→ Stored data
=-=-=
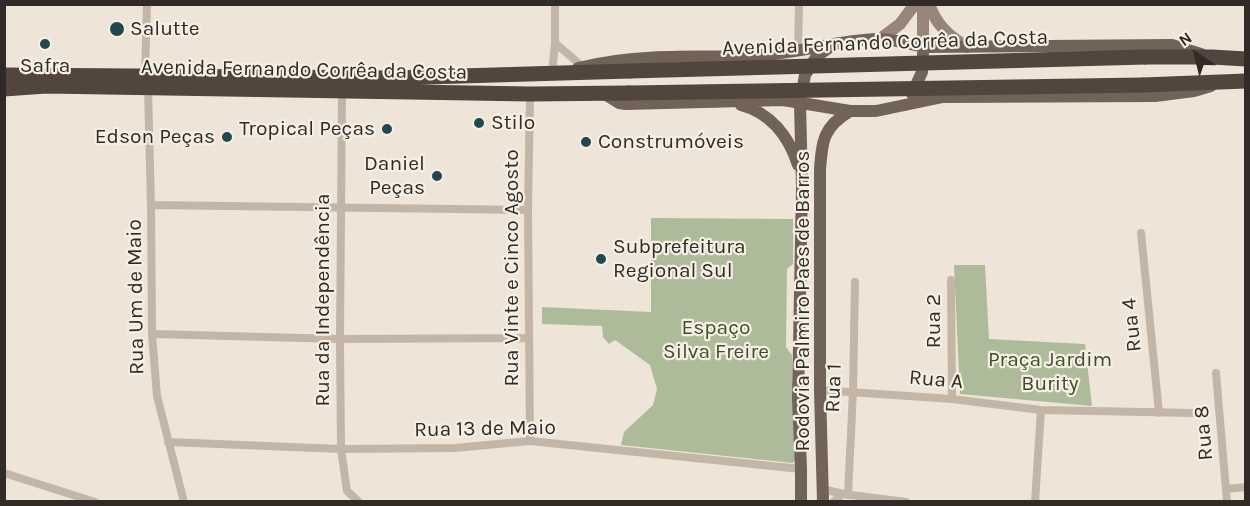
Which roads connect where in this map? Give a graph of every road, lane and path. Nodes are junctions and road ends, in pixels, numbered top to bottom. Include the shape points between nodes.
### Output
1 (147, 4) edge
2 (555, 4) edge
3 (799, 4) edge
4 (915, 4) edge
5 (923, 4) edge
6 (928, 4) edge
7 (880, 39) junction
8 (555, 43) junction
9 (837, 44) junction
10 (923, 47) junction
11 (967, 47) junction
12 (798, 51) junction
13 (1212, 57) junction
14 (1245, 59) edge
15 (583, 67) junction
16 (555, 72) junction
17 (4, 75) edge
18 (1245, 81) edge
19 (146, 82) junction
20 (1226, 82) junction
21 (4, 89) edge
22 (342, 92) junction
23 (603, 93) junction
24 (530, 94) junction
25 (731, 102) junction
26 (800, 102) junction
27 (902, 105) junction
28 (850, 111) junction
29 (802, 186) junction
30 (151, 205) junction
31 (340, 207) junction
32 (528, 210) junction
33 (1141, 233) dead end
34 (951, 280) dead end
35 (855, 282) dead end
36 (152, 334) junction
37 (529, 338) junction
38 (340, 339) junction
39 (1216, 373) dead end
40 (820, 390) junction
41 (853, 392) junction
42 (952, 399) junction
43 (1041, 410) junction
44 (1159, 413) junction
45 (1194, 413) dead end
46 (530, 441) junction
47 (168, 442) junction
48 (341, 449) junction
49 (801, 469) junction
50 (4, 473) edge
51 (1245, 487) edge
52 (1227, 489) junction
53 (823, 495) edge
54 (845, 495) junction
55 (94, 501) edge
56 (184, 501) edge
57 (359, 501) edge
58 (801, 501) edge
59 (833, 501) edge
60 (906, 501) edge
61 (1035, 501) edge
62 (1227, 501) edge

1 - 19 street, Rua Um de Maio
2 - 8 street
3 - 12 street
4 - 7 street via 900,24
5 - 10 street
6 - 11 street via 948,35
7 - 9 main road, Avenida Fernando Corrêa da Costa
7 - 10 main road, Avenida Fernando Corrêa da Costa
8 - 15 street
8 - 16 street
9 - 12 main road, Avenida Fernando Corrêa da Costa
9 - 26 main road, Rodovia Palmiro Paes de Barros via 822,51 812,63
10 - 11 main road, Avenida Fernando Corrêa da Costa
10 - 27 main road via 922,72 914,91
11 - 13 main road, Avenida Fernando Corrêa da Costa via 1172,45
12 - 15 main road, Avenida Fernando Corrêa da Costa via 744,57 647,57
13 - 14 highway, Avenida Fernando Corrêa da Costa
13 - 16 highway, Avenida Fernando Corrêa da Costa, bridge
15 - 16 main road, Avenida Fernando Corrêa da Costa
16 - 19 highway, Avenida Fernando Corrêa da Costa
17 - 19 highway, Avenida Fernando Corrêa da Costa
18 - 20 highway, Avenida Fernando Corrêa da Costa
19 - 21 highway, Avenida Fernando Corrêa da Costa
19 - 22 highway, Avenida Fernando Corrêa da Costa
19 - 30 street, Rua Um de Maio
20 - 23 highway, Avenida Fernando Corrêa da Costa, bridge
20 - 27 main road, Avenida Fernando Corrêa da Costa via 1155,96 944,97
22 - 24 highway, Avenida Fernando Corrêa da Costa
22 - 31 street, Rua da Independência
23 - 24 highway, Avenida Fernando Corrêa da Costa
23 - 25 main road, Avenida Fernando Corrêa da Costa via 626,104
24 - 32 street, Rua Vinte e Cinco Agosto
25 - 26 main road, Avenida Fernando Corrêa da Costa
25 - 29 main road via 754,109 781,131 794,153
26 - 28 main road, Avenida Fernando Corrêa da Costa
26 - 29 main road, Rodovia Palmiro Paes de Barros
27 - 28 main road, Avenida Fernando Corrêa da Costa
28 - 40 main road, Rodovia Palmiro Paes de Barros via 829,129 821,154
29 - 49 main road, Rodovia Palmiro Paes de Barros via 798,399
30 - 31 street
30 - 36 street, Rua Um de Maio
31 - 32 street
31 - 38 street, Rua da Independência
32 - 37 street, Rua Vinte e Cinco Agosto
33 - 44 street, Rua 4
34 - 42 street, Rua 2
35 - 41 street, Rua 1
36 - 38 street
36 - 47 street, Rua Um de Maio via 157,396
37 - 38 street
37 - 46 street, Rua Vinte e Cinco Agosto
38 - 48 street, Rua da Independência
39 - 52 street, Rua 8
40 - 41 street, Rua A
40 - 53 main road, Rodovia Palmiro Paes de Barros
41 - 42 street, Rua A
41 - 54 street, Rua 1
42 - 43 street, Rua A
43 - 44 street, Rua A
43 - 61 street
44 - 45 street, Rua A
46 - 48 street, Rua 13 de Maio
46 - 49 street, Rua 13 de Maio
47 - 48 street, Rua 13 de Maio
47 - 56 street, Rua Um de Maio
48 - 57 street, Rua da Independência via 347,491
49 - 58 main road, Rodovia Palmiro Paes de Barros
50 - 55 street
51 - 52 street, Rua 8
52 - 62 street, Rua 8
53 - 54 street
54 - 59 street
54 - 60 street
=-=-=
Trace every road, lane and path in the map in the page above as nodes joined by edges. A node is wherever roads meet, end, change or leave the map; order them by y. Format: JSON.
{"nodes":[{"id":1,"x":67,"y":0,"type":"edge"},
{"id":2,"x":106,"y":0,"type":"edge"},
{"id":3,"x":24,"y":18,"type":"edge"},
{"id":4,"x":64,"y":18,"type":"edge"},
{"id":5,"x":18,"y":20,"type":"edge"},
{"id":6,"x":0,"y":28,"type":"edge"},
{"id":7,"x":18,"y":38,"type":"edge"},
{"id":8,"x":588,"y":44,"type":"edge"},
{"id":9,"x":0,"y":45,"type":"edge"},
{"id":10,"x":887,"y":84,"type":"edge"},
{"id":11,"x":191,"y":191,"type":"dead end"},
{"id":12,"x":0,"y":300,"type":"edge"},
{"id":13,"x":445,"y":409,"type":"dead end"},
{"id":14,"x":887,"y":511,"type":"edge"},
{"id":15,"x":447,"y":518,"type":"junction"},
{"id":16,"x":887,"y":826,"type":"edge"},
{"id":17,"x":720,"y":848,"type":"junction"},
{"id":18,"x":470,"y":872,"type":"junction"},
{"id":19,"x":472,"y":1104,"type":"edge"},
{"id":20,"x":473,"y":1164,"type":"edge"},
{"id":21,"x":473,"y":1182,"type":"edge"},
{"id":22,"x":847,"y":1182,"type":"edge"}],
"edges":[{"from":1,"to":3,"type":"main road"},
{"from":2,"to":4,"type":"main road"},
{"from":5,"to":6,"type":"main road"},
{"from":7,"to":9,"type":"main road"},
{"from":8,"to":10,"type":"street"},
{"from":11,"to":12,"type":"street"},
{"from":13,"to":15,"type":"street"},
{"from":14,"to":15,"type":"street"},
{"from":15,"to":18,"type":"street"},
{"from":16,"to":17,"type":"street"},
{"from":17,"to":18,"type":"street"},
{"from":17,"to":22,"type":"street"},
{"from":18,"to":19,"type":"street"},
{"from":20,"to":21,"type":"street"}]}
=-=-=
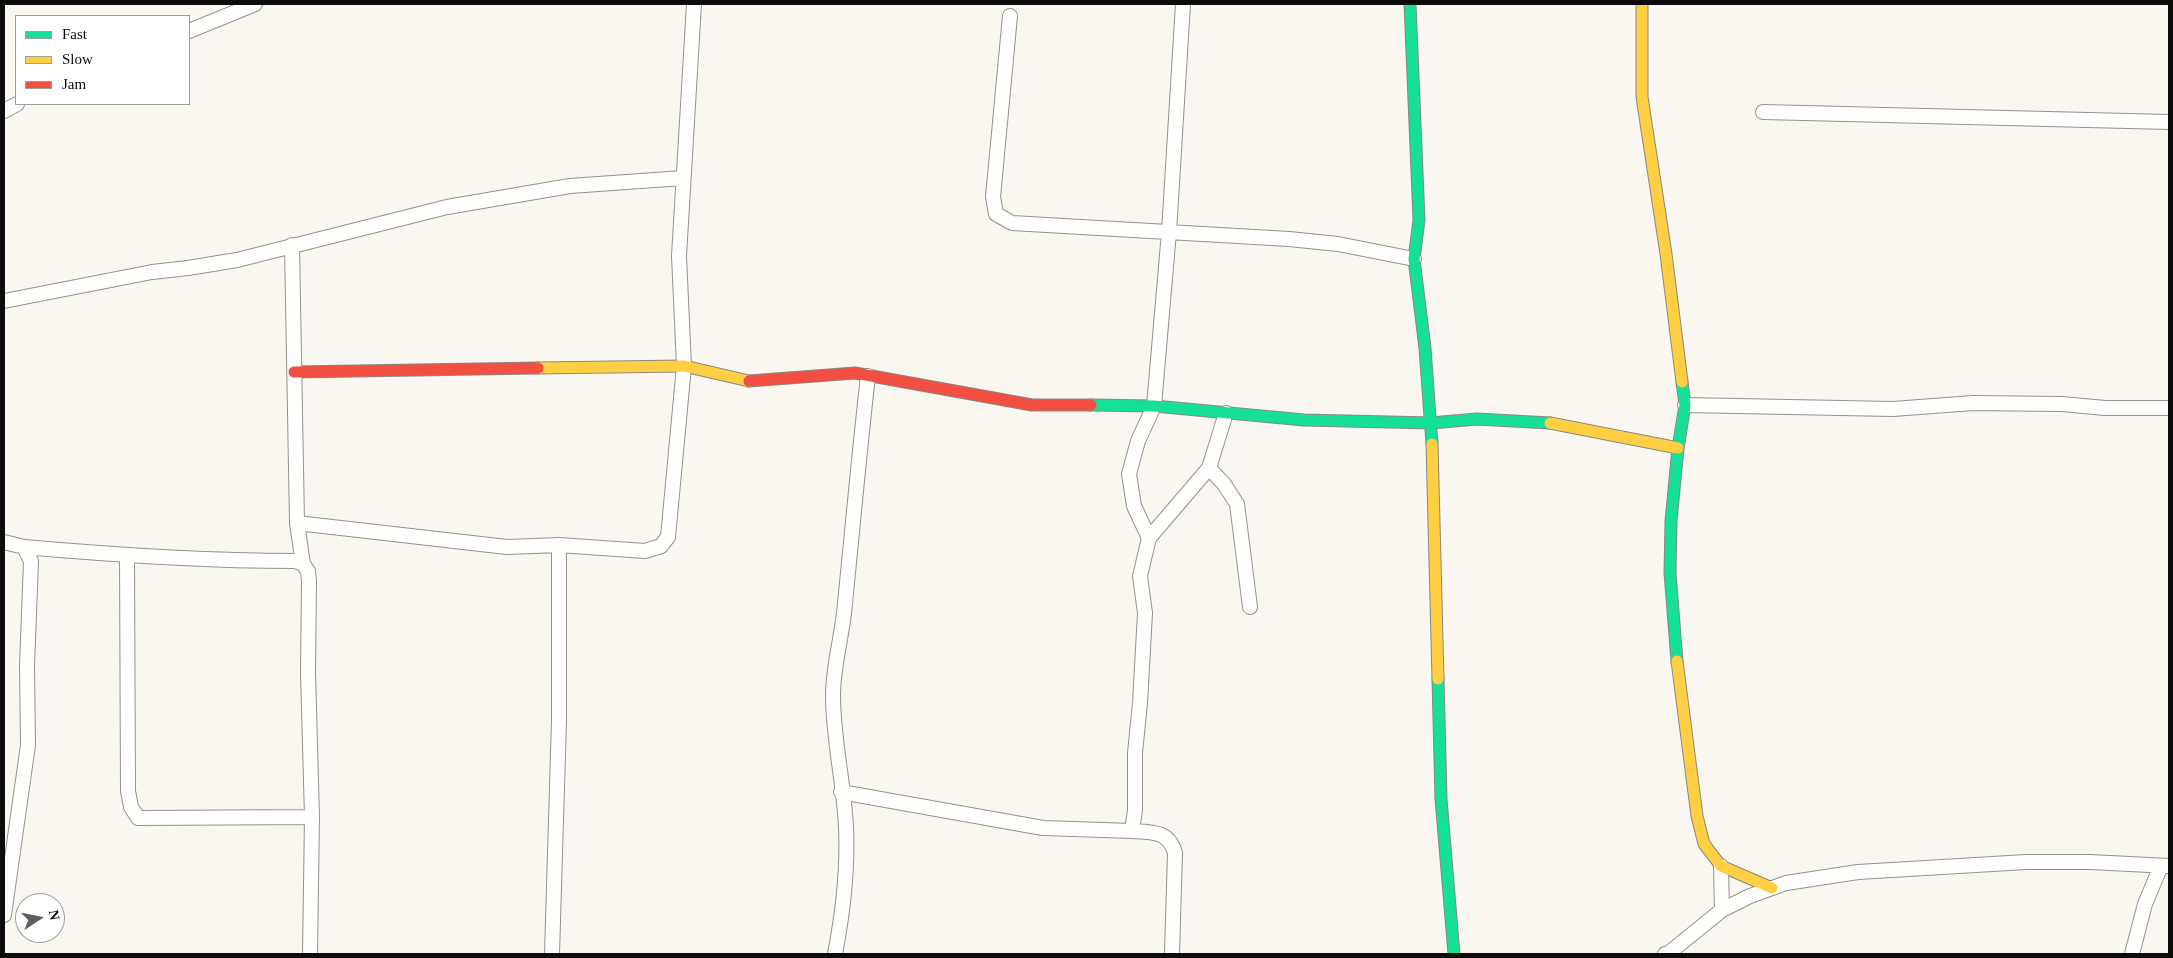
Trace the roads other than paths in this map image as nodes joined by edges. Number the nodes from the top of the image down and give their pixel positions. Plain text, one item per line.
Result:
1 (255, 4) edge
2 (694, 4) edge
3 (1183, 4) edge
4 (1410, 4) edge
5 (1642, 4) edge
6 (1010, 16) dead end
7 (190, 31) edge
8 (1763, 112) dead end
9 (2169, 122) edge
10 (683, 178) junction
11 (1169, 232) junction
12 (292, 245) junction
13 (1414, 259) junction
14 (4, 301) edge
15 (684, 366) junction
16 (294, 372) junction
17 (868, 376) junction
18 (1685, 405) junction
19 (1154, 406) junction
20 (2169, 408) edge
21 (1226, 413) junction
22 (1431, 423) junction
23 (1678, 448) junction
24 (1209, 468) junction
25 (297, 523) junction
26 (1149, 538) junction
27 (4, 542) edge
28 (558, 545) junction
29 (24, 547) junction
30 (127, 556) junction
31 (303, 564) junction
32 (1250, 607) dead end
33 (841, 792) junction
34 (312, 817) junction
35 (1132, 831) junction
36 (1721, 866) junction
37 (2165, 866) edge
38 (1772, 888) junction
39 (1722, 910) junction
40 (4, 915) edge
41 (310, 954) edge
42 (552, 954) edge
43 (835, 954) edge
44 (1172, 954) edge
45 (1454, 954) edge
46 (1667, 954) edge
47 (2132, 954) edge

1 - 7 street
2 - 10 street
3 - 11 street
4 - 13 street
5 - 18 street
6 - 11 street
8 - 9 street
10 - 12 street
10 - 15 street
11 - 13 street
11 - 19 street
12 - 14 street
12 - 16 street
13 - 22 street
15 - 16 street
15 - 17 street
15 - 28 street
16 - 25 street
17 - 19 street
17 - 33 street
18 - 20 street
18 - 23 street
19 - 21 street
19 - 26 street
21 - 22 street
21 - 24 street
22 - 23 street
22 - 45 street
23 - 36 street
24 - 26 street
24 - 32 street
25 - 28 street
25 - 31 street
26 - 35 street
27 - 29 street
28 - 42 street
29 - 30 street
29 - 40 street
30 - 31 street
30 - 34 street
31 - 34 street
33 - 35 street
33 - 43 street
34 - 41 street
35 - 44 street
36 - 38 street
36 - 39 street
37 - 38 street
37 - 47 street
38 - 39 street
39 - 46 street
=-=-=
→ Goal of the exercise
Show all of the lines above in which "Cinco" is present.

→ Solution for this exercise
24 - 32 street, Rua Vinte e Cinco Agosto
32 - 37 street, Rua Vinte e Cinco Agosto
37 - 46 street, Rua Vinte e Cinco Agosto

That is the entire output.